Optimizing GMime's UUEncoder

This past weekend I was talking with Andreia about how Pan is built on top of GMime and takes advantage of my awesomely speedy uuencode/uudecode routines which reminded me that I had done some performance comparisons of GMime's uuencode program vs. the one in the GNU sharutils package a number of years ago.

I had compared GMime 1.90.0 (which was a pre-release of GMime 2.0) and GNU sharutils 4.2.0 and the results were pretty impressive... GMime's uuencoder was on the order of 3 times faster than the one in sharutils and produced exactly the same results.

The uudecoder and the base64 encoder/decoder were all roughly on the order of 7 times faster than those in GNU sharutils, so all around GMime outperformed GNU sharutils by quite a bit.

Anyways, re-reading my test results got me thinking that my uuencode routines could probably be optimized a bit more as they were lagging a bit behind the base64 encoder routine and there's really no reason it should be that far off.

Well, tonight I finally got off my butt and decided to take a look and figure out why. Upon scrolling down to my uuencode_step() routine, I immediately saw why:

Each loop would collect up to 3 bytes from the input and bit shift them into a 32bit 'saved' variable (which is a state variable used for incremental uuencoding an input stream). Then, if I had successfully extracted 3 bytes from the input, I would extract them out of 'saved' into 3 unsigned char variables. At this point I would then encode them into a temporary output buffer. When this output buffer ('uubuf') grew to 60 bytes, I'd flush it to the real output buffer with a memcpy().

All of this extra copying of data around adds up after a while and really begins to impact performance.

Before making any changes, I timed how long it took the original version of my uuencode_step() function to encode linux-2.6.24.tar.gz on my system[1]. An average result over numerous runs was as follows:


[fejj@localhost ~]$ time `gmime-uuencode linux-2.6.24.tar.gz linux-2.6.24.tar.gz > /dev/null`
real 0m0.470s
user 0m0.412s
sys 0m0.052s


After my rewrite, my new results were closer to:

[fejj@localhost ~]$ time `gmime-uuencode linux-2.6.24.tar.gz linux-2.6.24.tar.gz > /dev/null`
real 0m0.291s
user 0m0.252s
sys 0m0.024s


For the sake of comparison, the best time I could manage to get from GNU sharutils 4.6.2 was as follows:

[fejj@localhost ~]$ time `uuencode linux-2.6.24.tar.gz linux-2.6.24.tar.gz > /dev/null`
real 0m1.386s
user 0m1.276s
sys 0m0.092s


The new implementation of uuencode_step() in gmime/gmime-utils.c has been committed to the gmime svn module on GNOME's subversion server, revision 1216 - this change should appear in the next release of GMime which will likely be 2.2.17.


Notes:

1. The system I tested this on was my Lenovo T61 laptop w/ a 7200 RPM harddrive running OpenSuSE 10.3 with various updates. The kernel was version 2.6.22.13-0.3-bigsmp.

From /proc/cpuinfo:

model name : Intel(R) Core(TM)2 Duo CPU T7700 @ 2.40GHz
cpu MHz : 800.000

(e.g. my cpu was scaled down at the time of testing)
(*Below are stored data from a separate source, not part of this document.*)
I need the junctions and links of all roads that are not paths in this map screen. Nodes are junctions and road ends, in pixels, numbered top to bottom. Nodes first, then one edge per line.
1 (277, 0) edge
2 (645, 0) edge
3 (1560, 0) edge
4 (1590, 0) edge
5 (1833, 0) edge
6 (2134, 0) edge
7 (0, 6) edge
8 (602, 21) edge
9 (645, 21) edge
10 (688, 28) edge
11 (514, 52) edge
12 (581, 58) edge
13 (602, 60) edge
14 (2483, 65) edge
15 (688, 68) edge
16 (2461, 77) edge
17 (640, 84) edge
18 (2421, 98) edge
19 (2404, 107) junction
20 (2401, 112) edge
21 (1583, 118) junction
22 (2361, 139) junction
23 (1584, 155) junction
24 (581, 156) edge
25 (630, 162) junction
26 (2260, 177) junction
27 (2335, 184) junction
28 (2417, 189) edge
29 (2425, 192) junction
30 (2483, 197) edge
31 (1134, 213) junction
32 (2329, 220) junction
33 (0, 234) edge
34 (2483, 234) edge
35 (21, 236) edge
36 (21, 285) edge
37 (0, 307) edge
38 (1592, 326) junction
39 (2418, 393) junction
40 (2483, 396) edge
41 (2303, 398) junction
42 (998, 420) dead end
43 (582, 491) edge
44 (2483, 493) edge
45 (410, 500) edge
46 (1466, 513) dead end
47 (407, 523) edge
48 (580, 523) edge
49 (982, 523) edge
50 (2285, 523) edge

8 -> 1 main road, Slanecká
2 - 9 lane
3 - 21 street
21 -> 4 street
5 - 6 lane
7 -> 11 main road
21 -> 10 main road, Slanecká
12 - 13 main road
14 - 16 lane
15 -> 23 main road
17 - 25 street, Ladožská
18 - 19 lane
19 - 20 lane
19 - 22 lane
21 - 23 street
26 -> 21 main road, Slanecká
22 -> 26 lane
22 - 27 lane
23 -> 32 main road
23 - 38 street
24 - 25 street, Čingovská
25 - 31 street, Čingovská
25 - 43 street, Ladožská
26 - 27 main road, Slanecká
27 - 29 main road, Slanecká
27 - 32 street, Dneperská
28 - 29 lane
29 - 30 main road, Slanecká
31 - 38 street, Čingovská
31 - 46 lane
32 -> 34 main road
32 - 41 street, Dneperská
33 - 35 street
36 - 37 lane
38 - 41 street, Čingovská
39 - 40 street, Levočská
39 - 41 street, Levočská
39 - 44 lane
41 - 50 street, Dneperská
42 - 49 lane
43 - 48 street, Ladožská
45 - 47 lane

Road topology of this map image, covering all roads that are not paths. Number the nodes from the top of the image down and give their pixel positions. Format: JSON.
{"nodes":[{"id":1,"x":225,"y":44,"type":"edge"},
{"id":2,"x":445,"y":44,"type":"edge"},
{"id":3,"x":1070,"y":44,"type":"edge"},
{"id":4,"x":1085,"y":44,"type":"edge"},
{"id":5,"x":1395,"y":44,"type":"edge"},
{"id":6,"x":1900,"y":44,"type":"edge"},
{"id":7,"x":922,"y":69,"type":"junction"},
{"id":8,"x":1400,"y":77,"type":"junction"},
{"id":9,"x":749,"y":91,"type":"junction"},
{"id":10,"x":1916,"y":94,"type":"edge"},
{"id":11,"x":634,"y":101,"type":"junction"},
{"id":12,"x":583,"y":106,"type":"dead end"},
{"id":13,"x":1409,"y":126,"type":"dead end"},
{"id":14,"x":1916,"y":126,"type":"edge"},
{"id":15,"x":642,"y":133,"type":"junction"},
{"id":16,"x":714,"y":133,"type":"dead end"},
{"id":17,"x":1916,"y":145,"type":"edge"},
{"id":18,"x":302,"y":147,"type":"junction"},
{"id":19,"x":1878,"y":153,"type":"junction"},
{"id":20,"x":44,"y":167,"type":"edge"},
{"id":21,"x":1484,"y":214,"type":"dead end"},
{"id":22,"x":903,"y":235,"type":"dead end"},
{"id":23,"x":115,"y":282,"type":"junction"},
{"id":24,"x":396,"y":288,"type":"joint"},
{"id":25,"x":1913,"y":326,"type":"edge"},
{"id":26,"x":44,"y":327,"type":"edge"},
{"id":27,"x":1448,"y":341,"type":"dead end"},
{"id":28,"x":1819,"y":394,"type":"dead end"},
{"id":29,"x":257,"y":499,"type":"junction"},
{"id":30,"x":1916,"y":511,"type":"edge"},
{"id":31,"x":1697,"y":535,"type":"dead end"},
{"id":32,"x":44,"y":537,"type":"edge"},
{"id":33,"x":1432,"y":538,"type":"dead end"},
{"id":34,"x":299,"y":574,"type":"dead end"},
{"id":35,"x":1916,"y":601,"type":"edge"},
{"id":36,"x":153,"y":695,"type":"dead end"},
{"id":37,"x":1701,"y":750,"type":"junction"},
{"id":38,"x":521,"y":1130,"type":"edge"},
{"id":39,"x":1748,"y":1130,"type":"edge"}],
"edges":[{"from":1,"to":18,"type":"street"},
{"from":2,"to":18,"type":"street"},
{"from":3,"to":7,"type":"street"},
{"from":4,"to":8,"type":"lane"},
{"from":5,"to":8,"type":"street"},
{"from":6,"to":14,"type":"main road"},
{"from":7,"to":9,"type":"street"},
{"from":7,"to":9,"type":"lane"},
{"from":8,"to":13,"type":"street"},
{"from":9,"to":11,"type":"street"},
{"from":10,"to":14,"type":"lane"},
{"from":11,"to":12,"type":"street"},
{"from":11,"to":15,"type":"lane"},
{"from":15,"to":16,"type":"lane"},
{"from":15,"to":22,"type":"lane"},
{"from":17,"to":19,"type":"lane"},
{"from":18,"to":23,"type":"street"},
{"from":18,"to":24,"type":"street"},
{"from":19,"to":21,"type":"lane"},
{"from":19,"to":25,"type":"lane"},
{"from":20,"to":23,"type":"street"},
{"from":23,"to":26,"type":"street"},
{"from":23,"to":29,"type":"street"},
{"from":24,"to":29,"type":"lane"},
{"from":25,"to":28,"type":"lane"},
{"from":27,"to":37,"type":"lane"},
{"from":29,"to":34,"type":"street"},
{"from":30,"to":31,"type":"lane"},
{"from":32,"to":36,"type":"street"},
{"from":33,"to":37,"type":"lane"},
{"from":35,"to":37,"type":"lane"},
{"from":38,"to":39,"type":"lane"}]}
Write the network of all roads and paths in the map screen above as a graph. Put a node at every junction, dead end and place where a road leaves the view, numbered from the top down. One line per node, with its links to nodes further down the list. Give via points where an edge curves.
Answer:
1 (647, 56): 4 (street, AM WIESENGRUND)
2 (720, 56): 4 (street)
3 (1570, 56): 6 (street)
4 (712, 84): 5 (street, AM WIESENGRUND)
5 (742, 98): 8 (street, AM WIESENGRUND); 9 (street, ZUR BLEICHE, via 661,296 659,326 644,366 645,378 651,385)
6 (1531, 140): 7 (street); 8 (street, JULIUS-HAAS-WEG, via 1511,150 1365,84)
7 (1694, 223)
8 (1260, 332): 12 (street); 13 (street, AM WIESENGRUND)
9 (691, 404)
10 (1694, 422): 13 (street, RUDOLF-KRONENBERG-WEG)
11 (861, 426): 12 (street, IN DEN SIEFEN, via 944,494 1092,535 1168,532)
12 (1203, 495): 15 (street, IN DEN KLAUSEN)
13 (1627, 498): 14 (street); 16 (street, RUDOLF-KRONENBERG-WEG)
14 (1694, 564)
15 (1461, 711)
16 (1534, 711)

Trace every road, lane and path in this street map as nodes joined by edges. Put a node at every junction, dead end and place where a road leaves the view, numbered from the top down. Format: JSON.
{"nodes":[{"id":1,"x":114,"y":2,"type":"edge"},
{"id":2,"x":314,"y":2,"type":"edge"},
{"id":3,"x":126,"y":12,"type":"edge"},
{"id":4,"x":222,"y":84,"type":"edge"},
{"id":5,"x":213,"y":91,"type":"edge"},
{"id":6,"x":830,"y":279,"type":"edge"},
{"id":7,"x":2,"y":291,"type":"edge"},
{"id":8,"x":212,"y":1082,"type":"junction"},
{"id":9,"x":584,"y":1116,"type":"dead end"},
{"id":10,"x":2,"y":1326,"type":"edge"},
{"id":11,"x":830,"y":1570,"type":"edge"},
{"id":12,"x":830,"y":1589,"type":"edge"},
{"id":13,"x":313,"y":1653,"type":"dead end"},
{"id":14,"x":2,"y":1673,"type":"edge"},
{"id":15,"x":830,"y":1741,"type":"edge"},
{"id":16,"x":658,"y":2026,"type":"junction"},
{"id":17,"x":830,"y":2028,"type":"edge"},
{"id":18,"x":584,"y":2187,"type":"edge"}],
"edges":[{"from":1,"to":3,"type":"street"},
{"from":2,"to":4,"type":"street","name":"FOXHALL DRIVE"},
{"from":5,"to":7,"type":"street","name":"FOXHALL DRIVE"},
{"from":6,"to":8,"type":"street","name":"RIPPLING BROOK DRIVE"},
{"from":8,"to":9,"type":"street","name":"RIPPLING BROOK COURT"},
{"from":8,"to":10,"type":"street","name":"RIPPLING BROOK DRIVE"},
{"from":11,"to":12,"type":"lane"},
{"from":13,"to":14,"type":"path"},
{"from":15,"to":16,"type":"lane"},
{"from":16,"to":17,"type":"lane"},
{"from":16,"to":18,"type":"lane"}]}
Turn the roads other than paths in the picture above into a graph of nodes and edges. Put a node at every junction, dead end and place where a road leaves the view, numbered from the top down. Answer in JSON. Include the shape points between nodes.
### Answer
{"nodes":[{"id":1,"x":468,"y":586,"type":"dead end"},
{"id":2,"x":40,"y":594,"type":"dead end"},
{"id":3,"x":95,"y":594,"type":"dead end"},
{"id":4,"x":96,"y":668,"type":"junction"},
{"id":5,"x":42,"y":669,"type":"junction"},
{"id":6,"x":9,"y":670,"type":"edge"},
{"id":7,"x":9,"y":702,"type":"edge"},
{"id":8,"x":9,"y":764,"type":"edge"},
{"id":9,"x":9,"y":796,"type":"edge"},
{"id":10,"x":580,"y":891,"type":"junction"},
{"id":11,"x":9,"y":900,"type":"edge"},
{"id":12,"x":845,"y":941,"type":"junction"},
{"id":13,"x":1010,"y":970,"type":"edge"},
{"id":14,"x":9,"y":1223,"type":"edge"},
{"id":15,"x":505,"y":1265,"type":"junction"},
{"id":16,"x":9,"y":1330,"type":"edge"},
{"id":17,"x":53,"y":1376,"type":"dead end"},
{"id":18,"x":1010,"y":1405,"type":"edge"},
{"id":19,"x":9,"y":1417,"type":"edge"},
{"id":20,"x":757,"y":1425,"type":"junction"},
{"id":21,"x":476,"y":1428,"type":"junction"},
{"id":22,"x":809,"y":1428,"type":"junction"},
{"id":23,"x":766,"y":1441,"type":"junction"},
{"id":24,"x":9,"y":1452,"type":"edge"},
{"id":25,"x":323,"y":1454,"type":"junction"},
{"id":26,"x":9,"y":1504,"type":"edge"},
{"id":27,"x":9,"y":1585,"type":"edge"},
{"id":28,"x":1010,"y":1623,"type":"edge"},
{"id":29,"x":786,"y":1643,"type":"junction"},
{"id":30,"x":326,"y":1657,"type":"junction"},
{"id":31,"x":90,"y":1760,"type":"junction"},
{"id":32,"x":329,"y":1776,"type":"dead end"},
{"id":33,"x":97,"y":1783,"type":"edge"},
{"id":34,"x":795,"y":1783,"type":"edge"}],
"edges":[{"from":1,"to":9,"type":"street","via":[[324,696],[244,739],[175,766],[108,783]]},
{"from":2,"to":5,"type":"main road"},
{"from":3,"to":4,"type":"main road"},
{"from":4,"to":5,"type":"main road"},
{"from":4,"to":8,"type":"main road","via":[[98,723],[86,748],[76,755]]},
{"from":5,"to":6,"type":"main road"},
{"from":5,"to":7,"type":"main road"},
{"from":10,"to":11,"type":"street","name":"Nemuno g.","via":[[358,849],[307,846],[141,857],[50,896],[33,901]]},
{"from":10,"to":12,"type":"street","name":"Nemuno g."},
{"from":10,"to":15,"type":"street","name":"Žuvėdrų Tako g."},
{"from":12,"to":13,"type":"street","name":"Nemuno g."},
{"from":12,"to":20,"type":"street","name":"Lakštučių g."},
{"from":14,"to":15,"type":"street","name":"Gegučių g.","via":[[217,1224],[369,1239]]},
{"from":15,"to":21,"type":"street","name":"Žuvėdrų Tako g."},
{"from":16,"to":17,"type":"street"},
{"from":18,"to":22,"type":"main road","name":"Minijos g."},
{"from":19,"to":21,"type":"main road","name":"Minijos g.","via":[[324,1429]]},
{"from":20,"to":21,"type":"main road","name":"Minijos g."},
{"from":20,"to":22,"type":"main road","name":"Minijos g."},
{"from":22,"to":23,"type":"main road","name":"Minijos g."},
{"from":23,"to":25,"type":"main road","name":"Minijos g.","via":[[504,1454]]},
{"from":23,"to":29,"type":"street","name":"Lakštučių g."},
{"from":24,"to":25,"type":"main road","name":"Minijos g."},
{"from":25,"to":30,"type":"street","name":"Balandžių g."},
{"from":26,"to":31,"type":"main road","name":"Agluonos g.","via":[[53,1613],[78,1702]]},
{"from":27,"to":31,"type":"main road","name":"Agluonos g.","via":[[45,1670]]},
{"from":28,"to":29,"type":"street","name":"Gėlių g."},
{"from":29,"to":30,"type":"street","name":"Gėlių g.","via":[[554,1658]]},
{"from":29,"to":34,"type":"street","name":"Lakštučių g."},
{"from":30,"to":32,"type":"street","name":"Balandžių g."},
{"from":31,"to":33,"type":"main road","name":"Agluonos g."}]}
2. The GMime uuencode implementation uses a GMimeStreamFs for input as well as output. This stream class is a wrapper around the POSIX I/O system functions which unfortunately has a sub-optimal need to perform an lseek() before each read() or write() call in order to make sure that the underlying file descriptor is in the expected position. This is necessary because it is possible for multiple streams to re-use the same fd.

I mention this because an obvious rebuttal to GMime's superior performance might be to suspect that GMime's uuencode implementation "cheated" by using an mmap()'d input buffer where the GNU sharutils implementation might not.